*GIVEN INFORMATION*.
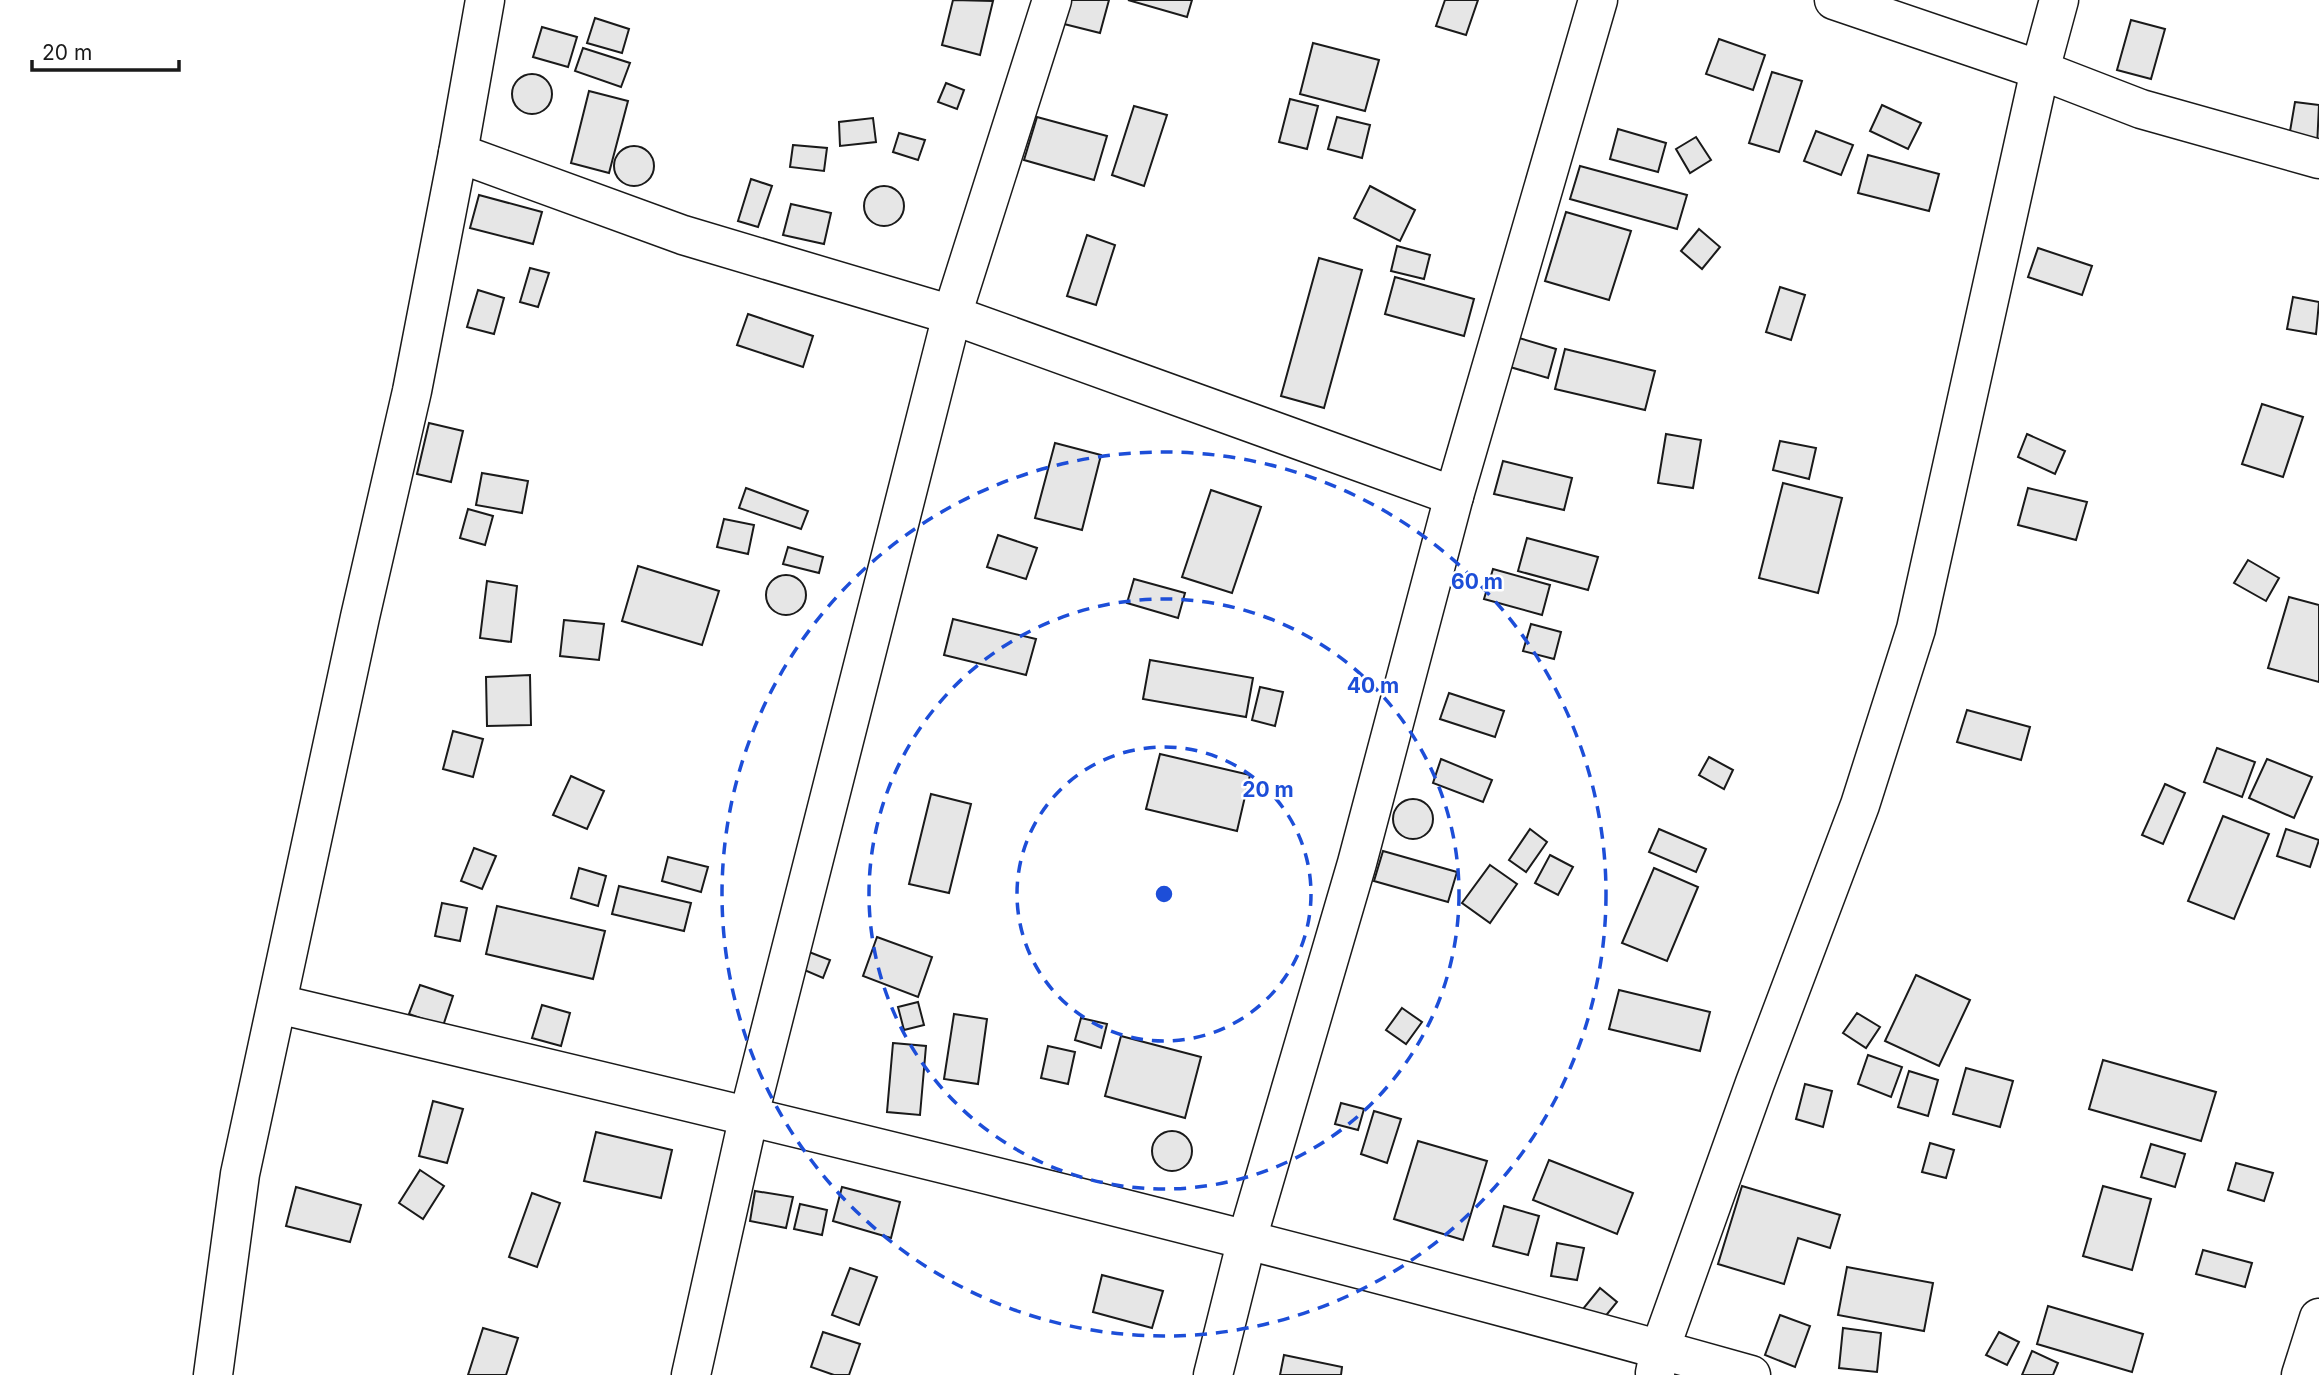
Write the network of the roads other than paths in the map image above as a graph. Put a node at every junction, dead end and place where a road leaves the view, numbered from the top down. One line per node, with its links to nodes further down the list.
1 (485, 0): 7 (street)
2 (1052, 0): 9 (street)
3 (1598, 0): 10 (street)
4 (1834, 0): 6 (street)
5 (2059, 0): 6 (street)
6 (2039, 70): 8 (street); 15 (street)
7 (458, 153): 9 (street); 11 (street)
8 (2319, 159)
9 (952, 314): 10 (street); 12 (street)
10 (1454, 496): 13 (street)
11 (278, 1004): 12 (street); 16 (street)
12 (749, 1115): 13 (street); 17 (street)
13 (1247, 1239): 15 (street); 18 (street)
14 (2319, 1318): 20 (street)
15 (1657, 1362): 19 (street)
16 (213, 1375)
17 (691, 1375)
18 (1213, 1375)
19 (1751, 1375)
20 (2301, 1375)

*PROMPT*. Only the text of the entries belongs in the answer, copied exactly; the pictures stay out.

*RESULT FOR THIS EXERCISE*.
Write the network of the roads other than paths in the map image above as a graph. Put a node at every junction, dead end and place where a road leaves the view, numbered from the top down. One line per node, with its links to nodes further down the list.
1 (485, 0): 7 (street)
2 (1052, 0): 9 (street)
3 (1598, 0): 10 (street)
4 (1834, 0): 6 (street)
5 (2059, 0): 6 (street)
6 (2039, 70): 8 (street); 15 (street)
7 (458, 153): 9 (street); 11 (street)
8 (2319, 159)
9 (952, 314): 10 (street); 12 (street)
10 (1454, 496): 13 (street)
11 (278, 1004): 12 (street); 16 (street)
12 (749, 1115): 13 (street); 17 (street)
13 (1247, 1239): 15 (street); 18 (street)
14 (2319, 1318): 20 (street)
15 (1657, 1362): 19 (street)
16 (213, 1375)
17 (691, 1375)
18 (1213, 1375)
19 (1751, 1375)
20 (2301, 1375)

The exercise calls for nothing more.